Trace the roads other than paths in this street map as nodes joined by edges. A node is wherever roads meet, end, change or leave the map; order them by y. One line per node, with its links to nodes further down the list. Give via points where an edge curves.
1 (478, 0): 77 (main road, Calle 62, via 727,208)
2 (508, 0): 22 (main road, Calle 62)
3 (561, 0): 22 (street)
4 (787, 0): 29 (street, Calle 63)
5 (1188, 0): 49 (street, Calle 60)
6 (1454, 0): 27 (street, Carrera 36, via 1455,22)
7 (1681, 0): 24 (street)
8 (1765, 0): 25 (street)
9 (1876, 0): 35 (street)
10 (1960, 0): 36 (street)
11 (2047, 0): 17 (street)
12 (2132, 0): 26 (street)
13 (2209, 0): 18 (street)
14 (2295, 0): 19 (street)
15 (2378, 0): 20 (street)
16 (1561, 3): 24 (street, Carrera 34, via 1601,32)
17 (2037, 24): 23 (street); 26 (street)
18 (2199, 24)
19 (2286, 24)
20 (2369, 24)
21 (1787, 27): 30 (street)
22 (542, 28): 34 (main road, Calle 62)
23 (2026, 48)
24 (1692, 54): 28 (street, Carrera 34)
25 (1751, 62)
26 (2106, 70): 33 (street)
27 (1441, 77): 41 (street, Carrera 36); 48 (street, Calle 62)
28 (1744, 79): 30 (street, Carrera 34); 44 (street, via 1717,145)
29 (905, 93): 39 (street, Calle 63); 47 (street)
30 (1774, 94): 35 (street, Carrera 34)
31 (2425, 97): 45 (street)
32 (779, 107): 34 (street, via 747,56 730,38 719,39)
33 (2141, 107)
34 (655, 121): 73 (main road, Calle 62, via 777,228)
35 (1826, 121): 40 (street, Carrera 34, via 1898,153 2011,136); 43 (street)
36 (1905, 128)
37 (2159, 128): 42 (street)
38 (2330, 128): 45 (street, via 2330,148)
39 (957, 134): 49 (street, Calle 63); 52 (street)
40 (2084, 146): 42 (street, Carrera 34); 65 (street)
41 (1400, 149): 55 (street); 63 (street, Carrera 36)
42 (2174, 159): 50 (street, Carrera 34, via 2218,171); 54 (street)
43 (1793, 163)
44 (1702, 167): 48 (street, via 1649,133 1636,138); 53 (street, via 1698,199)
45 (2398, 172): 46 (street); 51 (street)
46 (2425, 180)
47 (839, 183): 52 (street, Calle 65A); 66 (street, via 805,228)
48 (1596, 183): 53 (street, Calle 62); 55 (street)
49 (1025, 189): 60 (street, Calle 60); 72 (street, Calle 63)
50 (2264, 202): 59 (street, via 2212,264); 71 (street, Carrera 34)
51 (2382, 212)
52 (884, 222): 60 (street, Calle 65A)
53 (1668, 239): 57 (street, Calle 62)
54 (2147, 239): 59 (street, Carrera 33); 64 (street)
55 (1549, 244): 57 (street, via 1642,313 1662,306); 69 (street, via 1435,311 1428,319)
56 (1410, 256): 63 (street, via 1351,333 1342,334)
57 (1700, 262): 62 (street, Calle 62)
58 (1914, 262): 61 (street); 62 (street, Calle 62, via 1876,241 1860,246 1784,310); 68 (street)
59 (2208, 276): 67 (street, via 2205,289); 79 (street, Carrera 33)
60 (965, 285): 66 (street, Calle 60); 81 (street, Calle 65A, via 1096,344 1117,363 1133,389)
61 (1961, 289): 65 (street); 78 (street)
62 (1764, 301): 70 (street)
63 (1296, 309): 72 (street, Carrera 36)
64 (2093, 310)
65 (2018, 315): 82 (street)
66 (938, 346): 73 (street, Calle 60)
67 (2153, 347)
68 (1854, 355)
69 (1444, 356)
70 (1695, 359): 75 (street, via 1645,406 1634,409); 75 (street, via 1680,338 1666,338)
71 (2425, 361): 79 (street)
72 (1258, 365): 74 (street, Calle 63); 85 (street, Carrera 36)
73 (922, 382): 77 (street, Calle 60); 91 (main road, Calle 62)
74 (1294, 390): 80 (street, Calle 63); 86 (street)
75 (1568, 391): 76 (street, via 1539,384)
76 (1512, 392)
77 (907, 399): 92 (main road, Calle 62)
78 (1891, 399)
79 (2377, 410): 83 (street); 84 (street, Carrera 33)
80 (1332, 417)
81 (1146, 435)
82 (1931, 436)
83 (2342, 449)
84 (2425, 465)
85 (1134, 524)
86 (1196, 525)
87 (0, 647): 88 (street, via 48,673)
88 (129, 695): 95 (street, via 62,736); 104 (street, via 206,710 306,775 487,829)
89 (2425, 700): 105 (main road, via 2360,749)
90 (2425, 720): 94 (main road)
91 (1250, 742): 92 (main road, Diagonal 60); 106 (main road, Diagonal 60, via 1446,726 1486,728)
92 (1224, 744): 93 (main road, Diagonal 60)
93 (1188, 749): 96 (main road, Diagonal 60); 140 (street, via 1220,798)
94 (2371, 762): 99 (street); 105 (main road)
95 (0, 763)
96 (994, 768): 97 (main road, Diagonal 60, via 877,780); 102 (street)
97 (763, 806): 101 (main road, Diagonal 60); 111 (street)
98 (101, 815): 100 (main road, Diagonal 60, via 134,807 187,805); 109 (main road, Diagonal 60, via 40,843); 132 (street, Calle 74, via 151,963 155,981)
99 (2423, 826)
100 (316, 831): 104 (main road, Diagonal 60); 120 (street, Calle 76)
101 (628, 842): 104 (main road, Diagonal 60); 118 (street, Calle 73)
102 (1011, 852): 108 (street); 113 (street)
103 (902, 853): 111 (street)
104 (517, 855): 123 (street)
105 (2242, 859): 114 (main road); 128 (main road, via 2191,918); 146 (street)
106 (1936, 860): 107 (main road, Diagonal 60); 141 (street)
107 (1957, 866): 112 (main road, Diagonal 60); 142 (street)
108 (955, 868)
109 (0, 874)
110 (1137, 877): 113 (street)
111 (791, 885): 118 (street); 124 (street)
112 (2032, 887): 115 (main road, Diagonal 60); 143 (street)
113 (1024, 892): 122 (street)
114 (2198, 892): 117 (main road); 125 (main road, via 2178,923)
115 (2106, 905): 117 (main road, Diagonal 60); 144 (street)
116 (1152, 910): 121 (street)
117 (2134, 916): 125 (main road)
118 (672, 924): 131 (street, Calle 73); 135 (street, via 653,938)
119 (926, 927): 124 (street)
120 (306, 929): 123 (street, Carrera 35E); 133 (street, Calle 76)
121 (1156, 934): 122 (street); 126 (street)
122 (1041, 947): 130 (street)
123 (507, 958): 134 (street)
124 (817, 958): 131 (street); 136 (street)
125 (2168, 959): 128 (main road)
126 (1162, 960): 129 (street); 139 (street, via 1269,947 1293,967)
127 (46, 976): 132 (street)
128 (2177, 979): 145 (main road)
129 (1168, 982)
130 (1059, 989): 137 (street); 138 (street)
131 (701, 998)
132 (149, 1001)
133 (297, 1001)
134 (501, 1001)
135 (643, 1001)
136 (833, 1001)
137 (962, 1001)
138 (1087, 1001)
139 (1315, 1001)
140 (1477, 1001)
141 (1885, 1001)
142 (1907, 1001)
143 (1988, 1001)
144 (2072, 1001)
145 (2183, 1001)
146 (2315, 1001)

+---+

§ **YOUR ASSIGNMENT**
Output the material verbatim, including every line.

§ **RESPONSE BOX**
Trace the roads other than paths in this street map as nodes joined by edges. A node is wherever roads meet, end, change or leave the map; order them by y. One line per node, with its links to nodes further down the list. Give via points where an edge curves.
1 (478, 0): 77 (main road, Calle 62, via 727,208)
2 (508, 0): 22 (main road, Calle 62)
3 (561, 0): 22 (street)
4 (787, 0): 29 (street, Calle 63)
5 (1188, 0): 49 (street, Calle 60)
6 (1454, 0): 27 (street, Carrera 36, via 1455,22)
7 (1681, 0): 24 (street)
8 (1765, 0): 25 (street)
9 (1876, 0): 35 (street)
10 (1960, 0): 36 (street)
11 (2047, 0): 17 (street)
12 (2132, 0): 26 (street)
13 (2209, 0): 18 (street)
14 (2295, 0): 19 (street)
15 (2378, 0): 20 (street)
16 (1561, 3): 24 (street, Carrera 34, via 1601,32)
17 (2037, 24): 23 (street); 26 (street)
18 (2199, 24)
19 (2286, 24)
20 (2369, 24)
21 (1787, 27): 30 (street)
22 (542, 28): 34 (main road, Calle 62)
23 (2026, 48)
24 (1692, 54): 28 (street, Carrera 34)
25 (1751, 62)
26 (2106, 70): 33 (street)
27 (1441, 77): 41 (street, Carrera 36); 48 (street, Calle 62)
28 (1744, 79): 30 (street, Carrera 34); 44 (street, via 1717,145)
29 (905, 93): 39 (street, Calle 63); 47 (street)
30 (1774, 94): 35 (street, Carrera 34)
31 (2425, 97): 45 (street)
32 (779, 107): 34 (street, via 747,56 730,38 719,39)
33 (2141, 107)
34 (655, 121): 73 (main road, Calle 62, via 777,228)
35 (1826, 121): 40 (street, Carrera 34, via 1898,153 2011,136); 43 (street)
36 (1905, 128)
37 (2159, 128): 42 (street)
38 (2330, 128): 45 (street, via 2330,148)
39 (957, 134): 49 (street, Calle 63); 52 (street)
40 (2084, 146): 42 (street, Carrera 34); 65 (street)
41 (1400, 149): 55 (street); 63 (street, Carrera 36)
42 (2174, 159): 50 (street, Carrera 34, via 2218,171); 54 (street)
43 (1793, 163)
44 (1702, 167): 48 (street, via 1649,133 1636,138); 53 (street, via 1698,199)
45 (2398, 172): 46 (street); 51 (street)
46 (2425, 180)
47 (839, 183): 52 (street, Calle 65A); 66 (street, via 805,228)
48 (1596, 183): 53 (street, Calle 62); 55 (street)
49 (1025, 189): 60 (street, Calle 60); 72 (street, Calle 63)
50 (2264, 202): 59 (street, via 2212,264); 71 (street, Carrera 34)
51 (2382, 212)
52 (884, 222): 60 (street, Calle 65A)
53 (1668, 239): 57 (street, Calle 62)
54 (2147, 239): 59 (street, Carrera 33); 64 (street)
55 (1549, 244): 57 (street, via 1642,313 1662,306); 69 (street, via 1435,311 1428,319)
56 (1410, 256): 63 (street, via 1351,333 1342,334)
57 (1700, 262): 62 (street, Calle 62)
58 (1914, 262): 61 (street); 62 (street, Calle 62, via 1876,241 1860,246 1784,310); 68 (street)
59 (2208, 276): 67 (street, via 2205,289); 79 (street, Carrera 33)
60 (965, 285): 66 (street, Calle 60); 81 (street, Calle 65A, via 1096,344 1117,363 1133,389)
61 (1961, 289): 65 (street); 78 (street)
62 (1764, 301): 70 (street)
63 (1296, 309): 72 (street, Carrera 36)
64 (2093, 310)
65 (2018, 315): 82 (street)
66 (938, 346): 73 (street, Calle 60)
67 (2153, 347)
68 (1854, 355)
69 (1444, 356)
70 (1695, 359): 75 (street, via 1645,406 1634,409); 75 (street, via 1680,338 1666,338)
71 (2425, 361): 79 (street)
72 (1258, 365): 74 (street, Calle 63); 85 (street, Carrera 36)
73 (922, 382): 77 (street, Calle 60); 91 (main road, Calle 62)
74 (1294, 390): 80 (street, Calle 63); 86 (street)
75 (1568, 391): 76 (street, via 1539,384)
76 (1512, 392)
77 (907, 399): 92 (main road, Calle 62)
78 (1891, 399)
79 (2377, 410): 83 (street); 84 (street, Carrera 33)
80 (1332, 417)
81 (1146, 435)
82 (1931, 436)
83 (2342, 449)
84 (2425, 465)
85 (1134, 524)
86 (1196, 525)
87 (0, 647): 88 (street, via 48,673)
88 (129, 695): 95 (street, via 62,736); 104 (street, via 206,710 306,775 487,829)
89 (2425, 700): 105 (main road, via 2360,749)
90 (2425, 720): 94 (main road)
91 (1250, 742): 92 (main road, Diagonal 60); 106 (main road, Diagonal 60, via 1446,726 1486,728)
92 (1224, 744): 93 (main road, Diagonal 60)
93 (1188, 749): 96 (main road, Diagonal 60); 140 (street, via 1220,798)
94 (2371, 762): 99 (street); 105 (main road)
95 (0, 763)
96 (994, 768): 97 (main road, Diagonal 60, via 877,780); 102 (street)
97 (763, 806): 101 (main road, Diagonal 60); 111 (street)
98 (101, 815): 100 (main road, Diagonal 60, via 134,807 187,805); 109 (main road, Diagonal 60, via 40,843); 132 (street, Calle 74, via 151,963 155,981)
99 (2423, 826)
100 (316, 831): 104 (main road, Diagonal 60); 120 (street, Calle 76)
101 (628, 842): 104 (main road, Diagonal 60); 118 (street, Calle 73)
102 (1011, 852): 108 (street); 113 (street)
103 (902, 853): 111 (street)
104 (517, 855): 123 (street)
105 (2242, 859): 114 (main road); 128 (main road, via 2191,918); 146 (street)
106 (1936, 860): 107 (main road, Diagonal 60); 141 (street)
107 (1957, 866): 112 (main road, Diagonal 60); 142 (street)
108 (955, 868)
109 (0, 874)
110 (1137, 877): 113 (street)
111 (791, 885): 118 (street); 124 (street)
112 (2032, 887): 115 (main road, Diagonal 60); 143 (street)
113 (1024, 892): 122 (street)
114 (2198, 892): 117 (main road); 125 (main road, via 2178,923)
115 (2106, 905): 117 (main road, Diagonal 60); 144 (street)
116 (1152, 910): 121 (street)
117 (2134, 916): 125 (main road)
118 (672, 924): 131 (street, Calle 73); 135 (street, via 653,938)
119 (926, 927): 124 (street)
120 (306, 929): 123 (street, Carrera 35E); 133 (street, Calle 76)
121 (1156, 934): 122 (street); 126 (street)
122 (1041, 947): 130 (street)
123 (507, 958): 134 (street)
124 (817, 958): 131 (street); 136 (street)
125 (2168, 959): 128 (main road)
126 (1162, 960): 129 (street); 139 (street, via 1269,947 1293,967)
127 (46, 976): 132 (street)
128 (2177, 979): 145 (main road)
129 (1168, 982)
130 (1059, 989): 137 (street); 138 (street)
131 (701, 998)
132 (149, 1001)
133 (297, 1001)
134 (501, 1001)
135 (643, 1001)
136 (833, 1001)
137 (962, 1001)
138 (1087, 1001)
139 (1315, 1001)
140 (1477, 1001)
141 (1885, 1001)
142 (1907, 1001)
143 (1988, 1001)
144 (2072, 1001)
145 (2183, 1001)
146 (2315, 1001)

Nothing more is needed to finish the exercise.